Smuggled ivory stash in Vietnam ‘not from SA’

Contraband ivory is often concealed in legal cargo.

Contraband ivory is often concealed in legal cargo.

Published Jul 15, 2017

Share

A massive shipment of ivory that was discovered in Vietnam this week, stashed among boxes of fruit, did not originate from South Africa, according to the Department of Environmental Affairs.

State media in Vietnam have reported that the 2.7 tons of tusks seized from a truck in the central Thanh Hou province, originated from South Africa.

But Eleanor Momberg, a spokeswoman for the department, disputed this.

“The ivory did not originate from South Africa,” she said.

Daniel Willcox, of the elephants campaign at the Environmental Investigation Agency, said he was unsure what the claim was based on.

“The state authorities might have had sight of some sort of shipping documents but at this stage, it’s impossible to know for certain,” he said.

A report published last year by Save the Elephants on how Vietnam’s illegal ivory trade threatened Africa’s elephants, documented how its illicit trade was now one of the biggest in the world “with trucks smuggled into Vietnam, nearly all from Africa”.

Andrea Crosta, the co-founder of the non-profit Elephant Action League, said the Thanh Hou seizure “looks like a lot of ivory, large pieces, months old, if not more.

“It was probably consolidated over many months, with ivory coming from different places

Angola is a concrete possibility, maybe Zambia or even further away,” said Crosta.

“You never know with these large seizures how the main trafficker organised the acquisition and consolidation of the cargo.”

Neil Greenwood, the International Fund for Animal Welfare’s head of programmes and operations for southern Africa, said that trafficking of contraband was complex and was “dictated by the availability of routes and corruption.

“To move their contraband across international borders, traffickers need to find access points where the likelihood of detection is at its most vulnerable.

“So while the contraband might be sourced from a number of different locations (in the case of ivory poaching, a number of different protected areas) it’s then stockpiled and moved through these access points only when reasonably secure routes are found.

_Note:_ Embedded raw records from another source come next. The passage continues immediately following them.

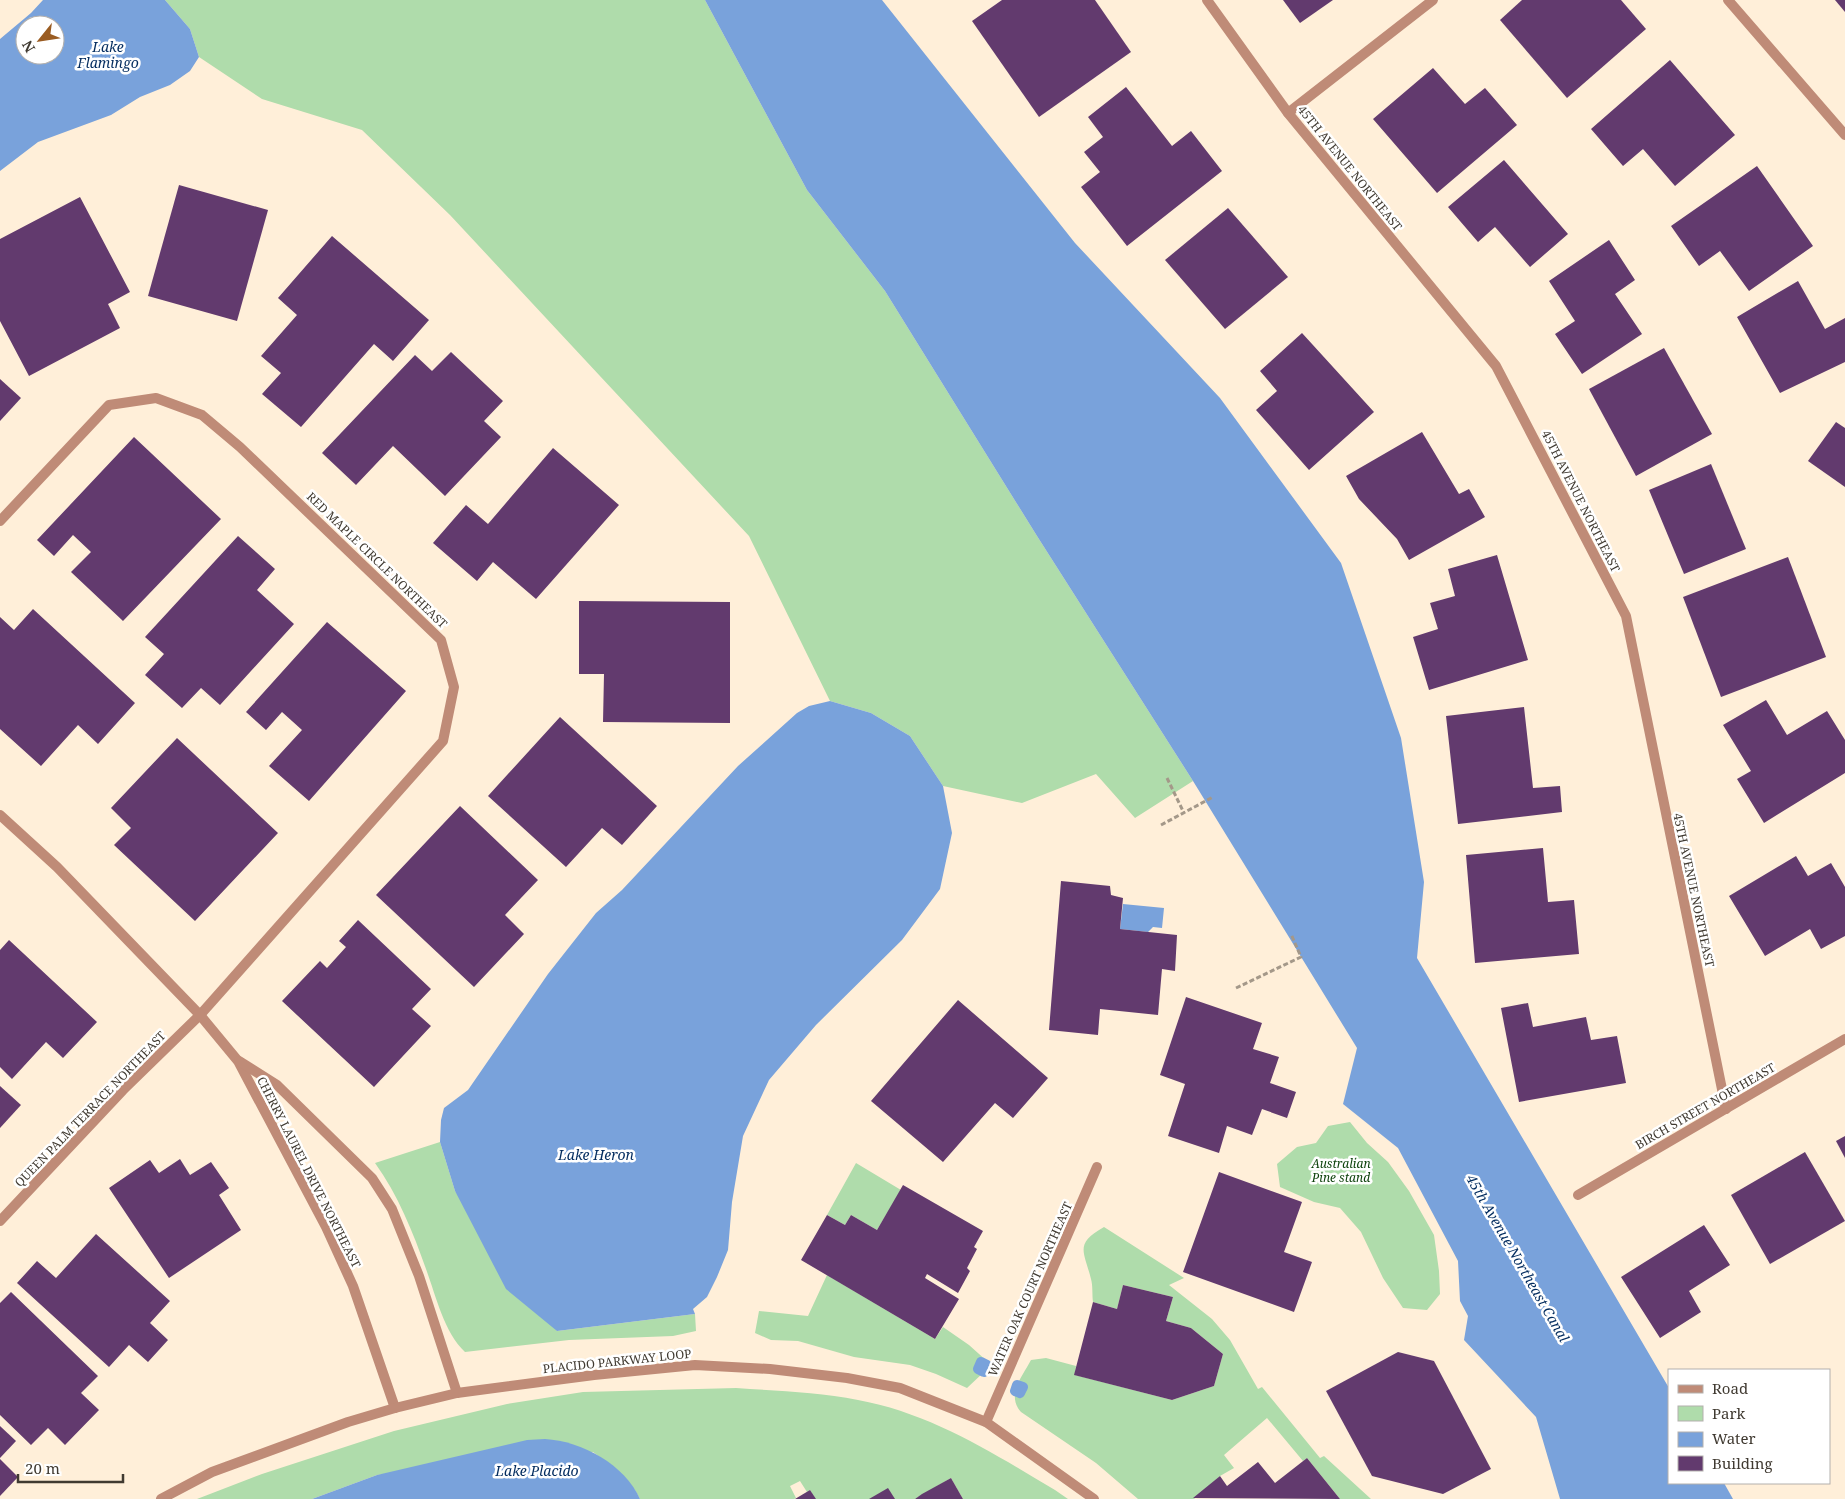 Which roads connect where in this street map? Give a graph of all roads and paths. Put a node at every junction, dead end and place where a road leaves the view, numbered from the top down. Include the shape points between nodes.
1 (1207, 0) edge
2 (1433, 0) edge
3 (1728, 0) edge
4 (1288, 113) junction
5 (1845, 135) edge
6 (0, 521) edge
7 (1167, 778) dead end
8 (1213, 797) dead end
9 (1184, 812) junction
10 (0, 815) edge
11 (1161, 825) dead end
12 (1291, 934) dead end
13 (1236, 988) dead end
14 (200, 1015) junction
15 (1845, 1038) edge
16 (238, 1061) junction
17 (1726, 1109) junction
18 (1097, 1167) dead end
19 (1578, 1195) dead end
20 (0, 1221) edge
21 (457, 1393) junction
22 (395, 1408) junction
23 (986, 1422) junction
24 (161, 1499) edge
25 (1094, 1499) edge

1 - 4 street, 45TH AVENUE NORTHEAST
2 - 4 street
3 - 5 street
4 - 17 street, 45TH AVENUE NORTHEAST via 1496,366 1626,616
6 - 14 street, RED MAPLE CIRCLE NORTHEAST via 110,405 156,398 202,415 225,434 441,640 454,687 443,741
7 - 9 path
8 - 9 path
9 - 11 path
10 - 14 street, CHERRY LAUREL DRIVE NORTHEAST via 57,867
12 - 13 path via 1301,957
14 - 16 street, CHERRY LAUREL DRIVE NORTHEAST
14 - 20 street, QUEEN PALM TERRACE NORTHEAST via 123,1090
15 - 17 street, BIRCH STREET NORTHEAST
16 - 21 street, CHERRY LAUREL DRIVE NORTHEAST via 277,1085 372,1178 392,1210 419,1276
16 - 22 street, CHERRY LAUREL DRIVE NORTHEAST via 322,1219 353,1286
17 - 19 street, BIRCH STREET NORTHEAST
18 - 23 street, WATER OAK COURT NORTHEAST
21 - 22 street, PLACIDO PARKWAY LOOP
21 - 23 street, PLACIDO PARKWAY LOOP via 695,1365 761,1368 900,1388
22 - 24 street, PLACIDO PARKWAY LOOP via 212,1472
23 - 25 street, PLACIDO PARKWAY LOOP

“Moving any contraband is a highly risky business so the fewer times it needs to be done to meet the consignment requirement, the better.

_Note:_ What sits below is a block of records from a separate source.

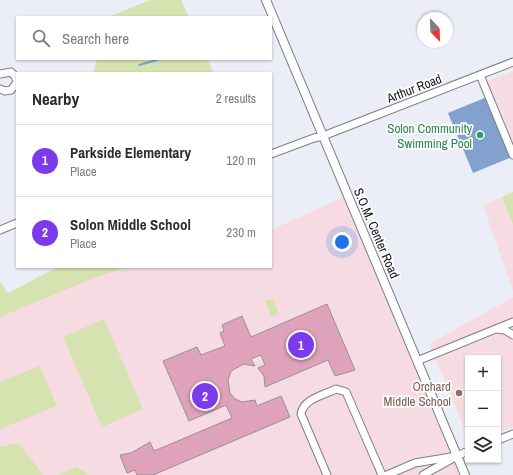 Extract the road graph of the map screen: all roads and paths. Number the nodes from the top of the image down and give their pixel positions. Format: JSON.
{"nodes":[{"id":1,"x":266,"y":0,"type":"edge"},
{"id":2,"x":513,"y":62,"type":"edge"},
{"id":3,"x":0,"y":72,"type":"edge"},
{"id":4,"x":480,"y":75,"type":"junction"},
{"id":5,"x":0,"y":89,"type":"edge"},
{"id":6,"x":323,"y":136,"type":"junction"},
{"id":7,"x":272,"y":154,"type":"edge"},
{"id":8,"x":513,"y":156,"type":"edge"},
{"id":9,"x":16,"y":223,"type":"edge"},
{"id":10,"x":0,"y":230,"type":"edge"},
{"id":11,"x":513,"y":322,"type":"edge"},
{"id":12,"x":496,"y":329,"type":"junction"},
{"id":13,"x":513,"y":335,"type":"edge"},
{"id":14,"x":417,"y":361,"type":"junction"},
{"id":15,"x":513,"y":434,"type":"edge"},
{"id":16,"x":501,"y":439,"type":"edge"},
{"id":17,"x":465,"y":452,"type":"edge"},
{"id":18,"x":456,"y":456,"type":"junction"},
{"id":19,"x":327,"y":475,"type":"edge"},
{"id":20,"x":382,"y":475,"type":"edge"},
{"id":21,"x":387,"y":475,"type":"edge"},
{"id":22,"x":423,"y":475,"type":"edge"},
{"id":23,"x":465,"y":475,"type":"edge"}],
"edges":[{"from":1,"to":6,"type":"main road","name":"S.O.M. Center Road"},
{"from":2,"to":4,"type":"street","name":"Arthur Road"},
{"from":3,"to":5,"type":"street"},
{"from":4,"to":6,"type":"street","name":"Arthur Road"},
{"from":4,"to":8,"type":"street"},
{"from":6,"to":7,"type":"street","name":"Arthur Road"},
{"from":6,"to":14,"type":"main road","name":"S.O.M. Center Road"},
{"from":9,"to":10,"type":"street"},
{"from":11,"to":12,"type":"street"},
{"from":12,"to":13,"type":"street"},
{"from":12,"to":14,"type":"street"},
{"from":14,"to":18,"type":"main road","name":"S.O.M. Center Road"},
{"from":15,"to":16,"type":"street"},
{"from":17,"to":18,"type":"street"},
{"from":18,"to":21,"type":"street"},
{"from":18,"to":22,"type":"street"},
{"from":18,"to":23,"type":"main road","name":"S.O.M. Center Road"},
{"from":19,"to":20,"type":"street"}]} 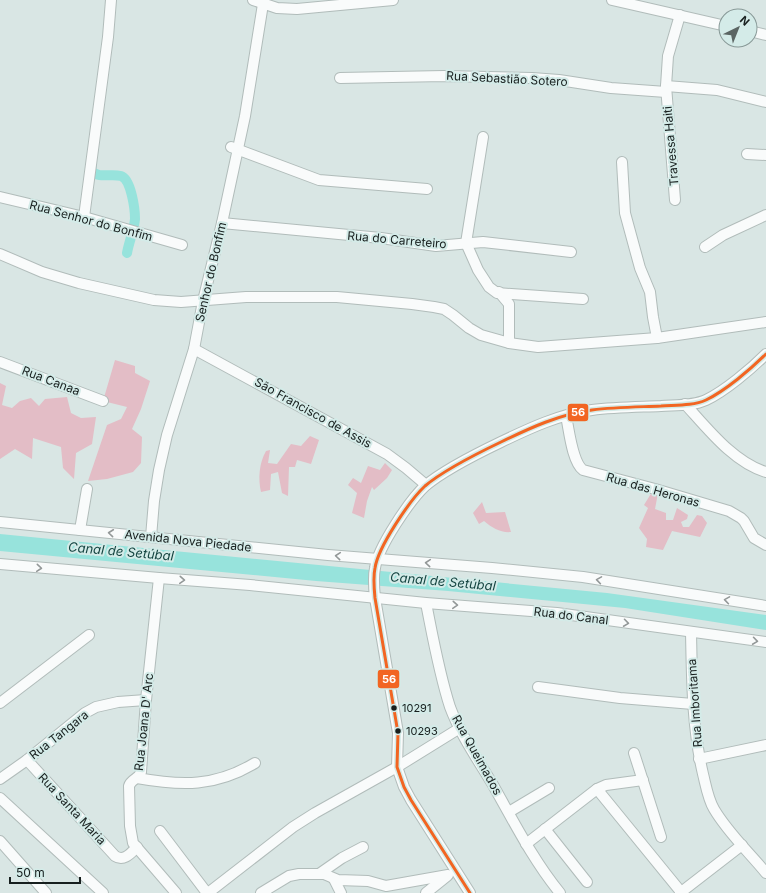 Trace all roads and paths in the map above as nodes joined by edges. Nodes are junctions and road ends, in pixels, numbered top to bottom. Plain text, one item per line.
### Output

“South Africa and Mozambique are particularly vulnerable as they are major shipping countries where contraband may be concealed and hidden among legal trade commodities which are being legally exported.”

Trang Nguyen, of WildAct, a conservation charity in Hanoi, said its research on the illegal ivory trade in Cambodia and Vietnam had indicated there would be more seizures in countries neighbouring China.

“As the Chinese now ban the trade in ivory completely, many Chinese immigrants and tourists travel to countries with weak enforcement such as Laos, Vietnam and Cambodia and set up their own businesses trading ivory openly.”

Willcox said elephant poaching in the Kruger, which rose in 2015/2016, seemed to have slowed down now “or the drought is masking the number of illegal killings/poachings)”.

He pointed to the latest report on the 2016 trends in African elephant poaching, released in March by the Convention on International Trade in Endangered Species of Wild Fauna and Flora’s Monitoring the Illegal Killing of Elephants programme.

It noted the number of illegally killed elephants reported remained almost the same: 30 in 2015 and 46 in 2016.

The resulting proportion of illegally killed elephants’ value for Kruger declined from 0.41 to 0.2, the report stated.

“This may be explained by two consecutive years of below-average rainfall and potentially higher natural mortality rather than an actual decline in the poaching losses there,” said the report.